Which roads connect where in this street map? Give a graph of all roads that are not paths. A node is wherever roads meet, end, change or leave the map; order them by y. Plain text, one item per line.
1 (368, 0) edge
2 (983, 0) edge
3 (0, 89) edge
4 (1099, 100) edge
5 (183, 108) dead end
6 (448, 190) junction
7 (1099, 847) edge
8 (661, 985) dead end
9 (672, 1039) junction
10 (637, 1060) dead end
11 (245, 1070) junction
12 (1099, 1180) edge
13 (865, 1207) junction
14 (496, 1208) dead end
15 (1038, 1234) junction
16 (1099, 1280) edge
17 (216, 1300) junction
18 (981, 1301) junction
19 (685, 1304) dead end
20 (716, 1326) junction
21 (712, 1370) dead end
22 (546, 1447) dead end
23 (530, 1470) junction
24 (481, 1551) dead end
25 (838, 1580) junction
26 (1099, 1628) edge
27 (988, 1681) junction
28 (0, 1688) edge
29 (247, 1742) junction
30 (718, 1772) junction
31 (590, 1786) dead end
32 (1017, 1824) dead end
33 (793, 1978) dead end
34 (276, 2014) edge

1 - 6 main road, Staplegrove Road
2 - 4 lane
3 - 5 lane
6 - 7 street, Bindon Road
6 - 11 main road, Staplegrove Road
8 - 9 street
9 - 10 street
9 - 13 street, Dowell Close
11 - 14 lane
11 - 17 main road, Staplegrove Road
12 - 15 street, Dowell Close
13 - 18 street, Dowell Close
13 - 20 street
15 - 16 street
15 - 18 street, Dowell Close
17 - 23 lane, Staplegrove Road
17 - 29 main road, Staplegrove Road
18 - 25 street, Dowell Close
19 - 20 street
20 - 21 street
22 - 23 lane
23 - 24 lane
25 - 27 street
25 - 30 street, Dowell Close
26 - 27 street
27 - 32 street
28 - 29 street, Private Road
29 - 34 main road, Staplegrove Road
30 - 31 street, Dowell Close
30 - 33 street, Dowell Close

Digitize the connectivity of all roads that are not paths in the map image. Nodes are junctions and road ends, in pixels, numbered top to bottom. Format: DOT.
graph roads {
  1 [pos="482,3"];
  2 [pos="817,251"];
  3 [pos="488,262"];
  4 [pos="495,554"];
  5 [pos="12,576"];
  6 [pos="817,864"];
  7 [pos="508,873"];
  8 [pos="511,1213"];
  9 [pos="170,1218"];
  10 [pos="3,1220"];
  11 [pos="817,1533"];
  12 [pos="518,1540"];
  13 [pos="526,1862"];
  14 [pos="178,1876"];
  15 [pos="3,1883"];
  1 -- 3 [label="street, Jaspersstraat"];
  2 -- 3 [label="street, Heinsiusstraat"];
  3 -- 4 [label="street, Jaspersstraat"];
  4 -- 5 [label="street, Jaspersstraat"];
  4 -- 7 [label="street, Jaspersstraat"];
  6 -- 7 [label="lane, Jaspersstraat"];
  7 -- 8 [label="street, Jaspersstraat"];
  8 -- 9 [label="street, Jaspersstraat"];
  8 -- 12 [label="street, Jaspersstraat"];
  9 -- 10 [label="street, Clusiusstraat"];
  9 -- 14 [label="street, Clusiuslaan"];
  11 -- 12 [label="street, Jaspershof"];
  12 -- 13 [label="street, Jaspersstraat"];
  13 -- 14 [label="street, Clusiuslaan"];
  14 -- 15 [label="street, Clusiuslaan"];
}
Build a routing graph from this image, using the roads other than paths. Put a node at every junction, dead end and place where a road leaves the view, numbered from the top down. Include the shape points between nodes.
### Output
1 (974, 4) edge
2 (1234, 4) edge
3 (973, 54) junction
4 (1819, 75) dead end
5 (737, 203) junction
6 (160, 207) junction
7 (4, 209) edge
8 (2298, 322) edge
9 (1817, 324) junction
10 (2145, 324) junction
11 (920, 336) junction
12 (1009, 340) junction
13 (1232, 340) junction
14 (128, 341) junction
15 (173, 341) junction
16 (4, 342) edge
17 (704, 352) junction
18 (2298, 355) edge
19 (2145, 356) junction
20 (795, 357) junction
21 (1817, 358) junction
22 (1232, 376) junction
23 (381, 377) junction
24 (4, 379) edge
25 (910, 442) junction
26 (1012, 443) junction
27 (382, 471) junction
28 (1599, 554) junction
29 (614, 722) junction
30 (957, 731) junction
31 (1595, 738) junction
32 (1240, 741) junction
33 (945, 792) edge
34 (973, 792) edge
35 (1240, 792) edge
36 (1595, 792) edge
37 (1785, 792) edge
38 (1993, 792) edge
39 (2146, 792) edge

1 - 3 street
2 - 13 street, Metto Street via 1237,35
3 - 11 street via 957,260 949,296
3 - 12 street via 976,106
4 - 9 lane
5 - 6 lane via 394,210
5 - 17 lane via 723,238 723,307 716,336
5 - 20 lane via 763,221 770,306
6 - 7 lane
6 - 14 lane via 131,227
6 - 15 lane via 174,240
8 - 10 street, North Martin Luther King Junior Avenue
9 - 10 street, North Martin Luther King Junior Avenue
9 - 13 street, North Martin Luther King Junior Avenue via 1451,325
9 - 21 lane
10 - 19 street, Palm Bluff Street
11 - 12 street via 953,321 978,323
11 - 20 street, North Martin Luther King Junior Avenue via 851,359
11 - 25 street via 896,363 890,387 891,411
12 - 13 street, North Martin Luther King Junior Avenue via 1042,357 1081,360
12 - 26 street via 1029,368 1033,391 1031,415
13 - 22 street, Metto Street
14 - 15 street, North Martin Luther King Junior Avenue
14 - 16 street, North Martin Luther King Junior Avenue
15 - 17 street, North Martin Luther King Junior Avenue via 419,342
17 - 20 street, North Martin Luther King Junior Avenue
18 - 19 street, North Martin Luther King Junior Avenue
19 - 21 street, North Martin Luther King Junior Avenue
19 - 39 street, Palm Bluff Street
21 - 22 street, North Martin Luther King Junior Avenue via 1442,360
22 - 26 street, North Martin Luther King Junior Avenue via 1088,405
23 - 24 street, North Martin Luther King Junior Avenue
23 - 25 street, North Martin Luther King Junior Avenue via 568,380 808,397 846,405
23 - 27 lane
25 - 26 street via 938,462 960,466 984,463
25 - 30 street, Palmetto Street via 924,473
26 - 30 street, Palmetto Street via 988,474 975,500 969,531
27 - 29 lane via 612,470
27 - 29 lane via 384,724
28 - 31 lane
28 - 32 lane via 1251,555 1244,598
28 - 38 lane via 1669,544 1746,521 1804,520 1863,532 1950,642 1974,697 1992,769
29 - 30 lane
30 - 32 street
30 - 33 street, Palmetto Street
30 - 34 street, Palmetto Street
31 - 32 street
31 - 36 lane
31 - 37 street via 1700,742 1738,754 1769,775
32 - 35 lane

--------------------------------------------------

§ **TASK BRIEF**
Go through the records above, find each line with the string "paths", and copy it.

§ **ANSWER TO THIS TASK**
Which roads connect where in this street map? Give a graph of all roads that are not paths. A node is wherever roads meet, end, change or leave the map; order them by y. Plain text, one item per line.
Digitize the connectivity of all roads that are not paths in the map image. Nodes are junctions and road ends, in pixels, numbered top to bottom. Format: DOT.
Build a routing graph from this image, using the roads other than paths. Put a node at every junction, dead end and place where a road leaves the view, numbered from the top down. Include the shape points between nodes.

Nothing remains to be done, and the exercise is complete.